Dalam beberapa tahun
terakhir, isu Keadilan Sosial dan Pekerjaan Layak menjadi perhatian. Isu ini
menjadi sangat krusial mengingat perwujudan keadilan sosial dan kerja layak
merupakan hak asasi yang hingga hari ini masih harus diperjuangkan oleh para
buruh di seluruh dunia. Berdasarkan
data Catatan Tahunan (CATAHU) Komnas Perempuan 2023, terdapat 500 angka
kekerasan terhadap perempuan di tempat kerja yang masuk ke pengaduan Komnas
Perempuan sepanjang 2023.
“Di
Indonesia, kerja layak serta jaminan dan pelindungan sosial bagi pekerja lebih
sulit diperoleh oleh perempuan pekerja. Sebagaimana yang dilaporkan ke Komnas Perempuan baik secara individu
maupun melalui audiensi oleh
serikat buruh yang melakukan pengaduan, mereka
menyatakan kerap mengalami kekerasan dan pelanggaran atas hak kerja layak
seperti pelanggaran hak maternitas dan
hak kesehatan reproduksi seperti persyaratan cuti haid yang dipersulit. Haid dikategorikan sebagai penyakit
sehingga harus ada surat dokter hingga terjadi pemeriksaan dengan cara
pelecehan seksual, cuti haid diganti uang, cuti haid memotong cuti tahunan,
premi hadir dipotong karena mengambil cuti haid dan dipersoalkan karena tidak
memenuhi target, ancaman PHK karena hamil, PHK saat hamil dengan alasan kontrak
habis atau melakukan pelanggaran kerja, pekerjaan berat untuk pekerja hamil,” tegas Satyawanti Mashudi, Komisioner Komnas Perempuan.
Lebih
lanjut Satyawanti menyampaikan bahwan berbagai serikat buruh juga melaporkan
adanya diskriminasi berbasis gender di industri terhadap perempuan pekerja
menyangkut perbedaan struktur dan skala upah serta kenaikan jabatan. Di samping
itu juga adanya kekerasan ekonomi yang kerap dialami oleh buruh perempuan
berupa lembur tak dibayar, dipaksa lembur dan harus mengambil waktu istirahat
untuk memenuhi target dan diancam dengan surat peringatan, upah dipotong 50%
dan dirumahkan mulai sejak COVID-19 hingga saat ini. Para buruh perempuan juga
mengalami pelanggaran hak terkait kebebasan berserikat, serta kesulitan
mendapat dispensasi mengikuti kegiatan serikat bagi perempuan pengurus Serikat
Pekerja/Serikat Buruh.
Menurut ILO, terdapat
21 indikator pekerjaan layak dibagi ke dalam 4 katagori yaitu : Hak Pekerja,
Ketenagakerjaan, Perlindungan Sosial, dan Dialog Sosial. 21 indikator tersebut
diantaranya: 1) Administrasi Tenaga Kerja, 2) Komitmen Pemerintah pada Lapangan
Kerja, 3) Asuransi Pengangguran, 4) Hukum Upah Minimum, 5) Jam Kerja Maksimum,
6) Tunjangan Cuti Tahunan, 7) Cuti Kehamilan Ibu, 8) Cuti Orang Tua, 9) Pekerja
Anak, 10) Pekerja Paksa, 11) Pemutusan Hubungan Kerja, 12) Kesempatan dan
Perlakuan yang setara, 13) Remunerasi yang Setara antara Pria dan Perempuan
untuk Pekerjaan yang Bernilai Sama, 14) Manfaat bagi Pekerja Celaka, 15)
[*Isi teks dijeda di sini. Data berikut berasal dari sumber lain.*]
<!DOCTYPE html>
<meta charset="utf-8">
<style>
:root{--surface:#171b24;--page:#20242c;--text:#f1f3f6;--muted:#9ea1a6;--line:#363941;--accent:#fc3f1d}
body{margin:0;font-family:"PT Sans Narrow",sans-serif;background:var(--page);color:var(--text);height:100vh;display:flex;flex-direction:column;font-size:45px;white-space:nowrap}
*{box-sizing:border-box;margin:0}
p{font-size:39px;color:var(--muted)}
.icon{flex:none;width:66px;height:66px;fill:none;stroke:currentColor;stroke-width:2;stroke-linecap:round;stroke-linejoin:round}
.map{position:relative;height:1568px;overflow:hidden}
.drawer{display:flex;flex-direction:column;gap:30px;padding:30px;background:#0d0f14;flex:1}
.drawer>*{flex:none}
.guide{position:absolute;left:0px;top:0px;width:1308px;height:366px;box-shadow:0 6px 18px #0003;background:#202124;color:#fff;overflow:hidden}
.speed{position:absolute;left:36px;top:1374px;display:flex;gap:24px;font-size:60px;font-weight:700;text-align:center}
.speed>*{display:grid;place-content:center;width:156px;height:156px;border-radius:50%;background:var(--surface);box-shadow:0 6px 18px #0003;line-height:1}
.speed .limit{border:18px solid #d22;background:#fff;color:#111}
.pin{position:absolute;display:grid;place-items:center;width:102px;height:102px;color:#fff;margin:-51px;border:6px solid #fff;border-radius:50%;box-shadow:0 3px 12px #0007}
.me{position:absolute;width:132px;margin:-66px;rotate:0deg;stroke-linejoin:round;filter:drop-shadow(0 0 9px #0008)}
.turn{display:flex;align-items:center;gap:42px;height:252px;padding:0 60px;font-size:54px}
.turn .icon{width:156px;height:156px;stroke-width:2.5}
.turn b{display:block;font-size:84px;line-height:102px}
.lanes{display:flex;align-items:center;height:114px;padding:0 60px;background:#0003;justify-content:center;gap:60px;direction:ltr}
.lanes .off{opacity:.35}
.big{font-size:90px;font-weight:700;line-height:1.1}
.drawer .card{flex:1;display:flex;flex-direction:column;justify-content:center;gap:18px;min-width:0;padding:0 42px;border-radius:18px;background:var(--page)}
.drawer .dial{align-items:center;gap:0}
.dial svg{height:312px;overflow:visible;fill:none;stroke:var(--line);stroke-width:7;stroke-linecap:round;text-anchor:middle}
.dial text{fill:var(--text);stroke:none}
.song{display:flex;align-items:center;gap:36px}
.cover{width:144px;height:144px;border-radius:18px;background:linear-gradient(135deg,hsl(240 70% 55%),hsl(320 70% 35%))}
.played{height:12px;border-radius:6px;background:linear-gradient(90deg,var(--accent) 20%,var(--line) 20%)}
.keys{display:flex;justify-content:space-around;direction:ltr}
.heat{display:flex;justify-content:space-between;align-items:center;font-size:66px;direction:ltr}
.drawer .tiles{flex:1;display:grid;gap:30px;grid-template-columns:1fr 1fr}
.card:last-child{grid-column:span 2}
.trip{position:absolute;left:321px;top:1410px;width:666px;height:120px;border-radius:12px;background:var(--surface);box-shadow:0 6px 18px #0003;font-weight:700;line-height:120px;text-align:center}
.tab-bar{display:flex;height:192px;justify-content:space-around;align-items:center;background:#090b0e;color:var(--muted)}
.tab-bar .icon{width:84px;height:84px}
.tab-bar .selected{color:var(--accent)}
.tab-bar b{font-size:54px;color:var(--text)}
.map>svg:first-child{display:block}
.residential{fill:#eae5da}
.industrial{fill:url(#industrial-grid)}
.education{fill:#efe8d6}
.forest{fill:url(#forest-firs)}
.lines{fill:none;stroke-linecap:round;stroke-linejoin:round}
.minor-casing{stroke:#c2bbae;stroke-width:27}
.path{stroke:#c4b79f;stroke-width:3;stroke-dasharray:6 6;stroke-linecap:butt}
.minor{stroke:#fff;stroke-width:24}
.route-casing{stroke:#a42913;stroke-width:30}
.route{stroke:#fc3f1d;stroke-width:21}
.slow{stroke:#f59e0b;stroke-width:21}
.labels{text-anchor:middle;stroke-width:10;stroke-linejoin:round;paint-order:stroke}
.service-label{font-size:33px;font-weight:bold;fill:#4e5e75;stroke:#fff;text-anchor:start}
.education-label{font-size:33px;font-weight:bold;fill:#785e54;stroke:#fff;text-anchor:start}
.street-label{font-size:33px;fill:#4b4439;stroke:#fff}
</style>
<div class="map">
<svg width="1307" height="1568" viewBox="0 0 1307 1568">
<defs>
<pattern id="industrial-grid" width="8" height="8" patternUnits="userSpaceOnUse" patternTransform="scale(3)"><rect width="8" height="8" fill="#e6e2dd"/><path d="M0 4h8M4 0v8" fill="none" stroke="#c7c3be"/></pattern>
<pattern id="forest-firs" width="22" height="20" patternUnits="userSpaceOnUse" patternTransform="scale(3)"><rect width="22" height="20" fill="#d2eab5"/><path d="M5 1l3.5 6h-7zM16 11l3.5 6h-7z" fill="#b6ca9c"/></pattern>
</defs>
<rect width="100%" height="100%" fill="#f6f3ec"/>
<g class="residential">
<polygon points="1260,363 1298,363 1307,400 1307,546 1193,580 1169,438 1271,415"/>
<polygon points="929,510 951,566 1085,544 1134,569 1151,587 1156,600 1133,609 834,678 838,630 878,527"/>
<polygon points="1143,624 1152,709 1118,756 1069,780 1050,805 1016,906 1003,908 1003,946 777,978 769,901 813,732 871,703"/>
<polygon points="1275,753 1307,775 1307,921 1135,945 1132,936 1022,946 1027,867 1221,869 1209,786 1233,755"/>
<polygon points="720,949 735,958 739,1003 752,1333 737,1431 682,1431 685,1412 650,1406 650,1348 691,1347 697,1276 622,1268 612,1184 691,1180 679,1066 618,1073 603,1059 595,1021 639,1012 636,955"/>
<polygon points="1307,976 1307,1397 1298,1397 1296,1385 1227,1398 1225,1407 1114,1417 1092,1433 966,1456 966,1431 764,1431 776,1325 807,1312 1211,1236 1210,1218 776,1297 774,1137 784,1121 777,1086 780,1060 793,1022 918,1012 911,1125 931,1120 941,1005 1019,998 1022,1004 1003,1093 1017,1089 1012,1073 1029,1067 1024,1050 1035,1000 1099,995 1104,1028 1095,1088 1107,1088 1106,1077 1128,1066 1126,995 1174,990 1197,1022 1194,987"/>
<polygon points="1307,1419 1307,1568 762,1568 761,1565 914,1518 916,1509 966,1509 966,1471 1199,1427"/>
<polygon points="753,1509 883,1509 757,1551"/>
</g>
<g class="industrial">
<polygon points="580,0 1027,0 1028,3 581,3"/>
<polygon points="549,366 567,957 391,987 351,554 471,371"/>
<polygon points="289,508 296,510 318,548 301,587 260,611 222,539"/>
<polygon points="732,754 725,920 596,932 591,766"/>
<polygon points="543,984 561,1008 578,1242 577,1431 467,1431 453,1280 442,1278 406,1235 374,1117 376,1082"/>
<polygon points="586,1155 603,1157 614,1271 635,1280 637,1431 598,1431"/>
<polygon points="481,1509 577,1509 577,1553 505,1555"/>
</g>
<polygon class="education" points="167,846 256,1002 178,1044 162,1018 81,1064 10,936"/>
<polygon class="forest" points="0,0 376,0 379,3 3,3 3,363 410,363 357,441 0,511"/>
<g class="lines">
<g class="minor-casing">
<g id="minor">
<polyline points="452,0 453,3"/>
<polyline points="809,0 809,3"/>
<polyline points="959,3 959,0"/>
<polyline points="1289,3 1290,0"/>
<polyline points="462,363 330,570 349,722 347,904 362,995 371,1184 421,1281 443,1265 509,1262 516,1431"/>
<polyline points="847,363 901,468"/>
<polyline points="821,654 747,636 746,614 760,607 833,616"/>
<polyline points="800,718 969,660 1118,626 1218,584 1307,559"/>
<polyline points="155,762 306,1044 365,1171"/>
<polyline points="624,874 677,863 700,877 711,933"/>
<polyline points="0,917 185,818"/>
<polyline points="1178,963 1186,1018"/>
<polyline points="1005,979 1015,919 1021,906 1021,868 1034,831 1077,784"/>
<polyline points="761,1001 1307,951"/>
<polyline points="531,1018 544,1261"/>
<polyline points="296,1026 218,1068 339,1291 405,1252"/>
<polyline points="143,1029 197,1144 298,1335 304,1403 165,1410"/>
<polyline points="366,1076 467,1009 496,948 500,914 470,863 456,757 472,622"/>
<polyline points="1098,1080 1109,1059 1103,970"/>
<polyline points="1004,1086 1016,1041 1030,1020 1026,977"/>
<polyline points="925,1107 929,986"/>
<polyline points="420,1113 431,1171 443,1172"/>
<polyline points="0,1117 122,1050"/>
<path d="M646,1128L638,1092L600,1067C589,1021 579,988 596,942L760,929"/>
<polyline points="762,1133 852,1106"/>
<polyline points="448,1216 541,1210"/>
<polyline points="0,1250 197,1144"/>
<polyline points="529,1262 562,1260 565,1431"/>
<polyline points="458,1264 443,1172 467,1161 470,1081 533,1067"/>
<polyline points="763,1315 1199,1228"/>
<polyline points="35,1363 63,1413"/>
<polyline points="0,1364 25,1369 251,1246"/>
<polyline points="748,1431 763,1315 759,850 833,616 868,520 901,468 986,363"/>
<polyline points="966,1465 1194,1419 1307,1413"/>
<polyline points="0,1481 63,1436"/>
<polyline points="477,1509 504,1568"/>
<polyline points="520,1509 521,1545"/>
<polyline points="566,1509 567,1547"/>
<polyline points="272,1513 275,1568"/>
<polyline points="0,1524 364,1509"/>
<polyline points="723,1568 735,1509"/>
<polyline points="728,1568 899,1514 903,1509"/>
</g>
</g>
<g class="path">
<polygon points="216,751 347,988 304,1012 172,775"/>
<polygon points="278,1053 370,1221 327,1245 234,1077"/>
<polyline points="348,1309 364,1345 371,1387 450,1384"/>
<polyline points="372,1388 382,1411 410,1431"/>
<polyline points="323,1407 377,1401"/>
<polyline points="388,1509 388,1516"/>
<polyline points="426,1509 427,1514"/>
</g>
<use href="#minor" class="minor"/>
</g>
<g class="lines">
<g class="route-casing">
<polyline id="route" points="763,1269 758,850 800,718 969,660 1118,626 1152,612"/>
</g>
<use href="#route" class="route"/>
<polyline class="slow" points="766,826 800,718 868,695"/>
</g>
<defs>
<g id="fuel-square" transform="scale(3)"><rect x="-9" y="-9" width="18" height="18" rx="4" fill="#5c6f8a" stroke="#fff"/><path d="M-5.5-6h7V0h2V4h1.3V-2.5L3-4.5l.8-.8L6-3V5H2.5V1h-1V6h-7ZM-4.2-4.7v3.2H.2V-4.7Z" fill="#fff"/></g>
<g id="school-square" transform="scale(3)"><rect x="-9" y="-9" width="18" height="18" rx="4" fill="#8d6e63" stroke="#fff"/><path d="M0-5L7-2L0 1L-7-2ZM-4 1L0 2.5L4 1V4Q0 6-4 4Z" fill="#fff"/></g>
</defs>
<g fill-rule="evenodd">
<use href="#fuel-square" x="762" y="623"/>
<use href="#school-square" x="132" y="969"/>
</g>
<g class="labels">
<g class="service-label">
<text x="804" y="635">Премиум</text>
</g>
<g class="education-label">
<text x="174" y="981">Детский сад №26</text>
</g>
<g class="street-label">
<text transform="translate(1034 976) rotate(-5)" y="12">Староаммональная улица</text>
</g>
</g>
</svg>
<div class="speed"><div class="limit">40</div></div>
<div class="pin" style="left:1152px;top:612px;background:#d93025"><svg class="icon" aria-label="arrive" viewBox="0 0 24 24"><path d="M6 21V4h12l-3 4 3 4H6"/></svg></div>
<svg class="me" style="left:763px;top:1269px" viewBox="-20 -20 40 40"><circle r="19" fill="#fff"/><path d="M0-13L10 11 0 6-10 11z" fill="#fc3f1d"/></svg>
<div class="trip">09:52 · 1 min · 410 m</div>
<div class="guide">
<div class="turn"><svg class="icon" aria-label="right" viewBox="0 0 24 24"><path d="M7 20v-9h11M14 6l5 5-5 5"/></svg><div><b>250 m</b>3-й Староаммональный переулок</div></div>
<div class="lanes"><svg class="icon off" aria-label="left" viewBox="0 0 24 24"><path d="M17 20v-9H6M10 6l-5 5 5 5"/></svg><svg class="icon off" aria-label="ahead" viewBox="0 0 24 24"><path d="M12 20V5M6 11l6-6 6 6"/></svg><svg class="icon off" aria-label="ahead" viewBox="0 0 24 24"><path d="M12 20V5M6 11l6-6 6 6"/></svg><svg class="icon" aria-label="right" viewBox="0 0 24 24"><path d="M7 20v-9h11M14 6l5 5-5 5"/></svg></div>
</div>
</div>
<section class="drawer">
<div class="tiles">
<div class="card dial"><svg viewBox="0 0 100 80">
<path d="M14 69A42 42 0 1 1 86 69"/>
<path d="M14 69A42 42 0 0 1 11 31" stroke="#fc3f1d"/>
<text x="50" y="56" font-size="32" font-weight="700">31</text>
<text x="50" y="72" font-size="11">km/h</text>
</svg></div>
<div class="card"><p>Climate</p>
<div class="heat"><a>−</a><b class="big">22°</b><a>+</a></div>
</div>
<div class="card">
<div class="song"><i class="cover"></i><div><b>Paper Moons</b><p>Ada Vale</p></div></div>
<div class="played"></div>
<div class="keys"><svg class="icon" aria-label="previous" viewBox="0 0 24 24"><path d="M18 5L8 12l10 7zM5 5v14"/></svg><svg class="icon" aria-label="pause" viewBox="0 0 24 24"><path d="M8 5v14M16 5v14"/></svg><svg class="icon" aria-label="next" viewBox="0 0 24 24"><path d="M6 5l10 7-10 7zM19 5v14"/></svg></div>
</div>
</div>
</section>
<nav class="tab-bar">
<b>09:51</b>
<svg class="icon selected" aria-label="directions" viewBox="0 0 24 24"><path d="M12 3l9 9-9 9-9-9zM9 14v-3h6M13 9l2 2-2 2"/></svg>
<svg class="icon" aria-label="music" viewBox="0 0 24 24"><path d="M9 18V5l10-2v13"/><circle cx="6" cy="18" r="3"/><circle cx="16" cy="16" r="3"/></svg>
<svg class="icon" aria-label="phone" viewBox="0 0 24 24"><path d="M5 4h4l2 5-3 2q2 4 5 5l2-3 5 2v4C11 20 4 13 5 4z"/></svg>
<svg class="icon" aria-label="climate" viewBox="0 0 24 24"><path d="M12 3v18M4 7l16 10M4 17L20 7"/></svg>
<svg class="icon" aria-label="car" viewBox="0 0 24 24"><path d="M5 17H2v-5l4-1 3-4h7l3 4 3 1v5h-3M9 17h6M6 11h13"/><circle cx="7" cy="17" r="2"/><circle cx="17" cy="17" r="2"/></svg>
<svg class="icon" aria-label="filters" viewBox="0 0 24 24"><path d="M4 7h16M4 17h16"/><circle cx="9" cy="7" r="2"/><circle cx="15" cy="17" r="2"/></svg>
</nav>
Inspeksi Pekerja (Keselamatan dan Kesehatan Pekerjaan), 16) Pensiun, 17)
Ketidakmampuan Bekerja Dikarenakan Sakit/Cuti Sakit, 18) Ketidakmampuan Bekerja
Disebabkan Cacat, 19) Kebebasan Berserikat dan Hak Beroganisasi, 20)
Perundingan Kolektif dan 21) Konsultasi Tripartit.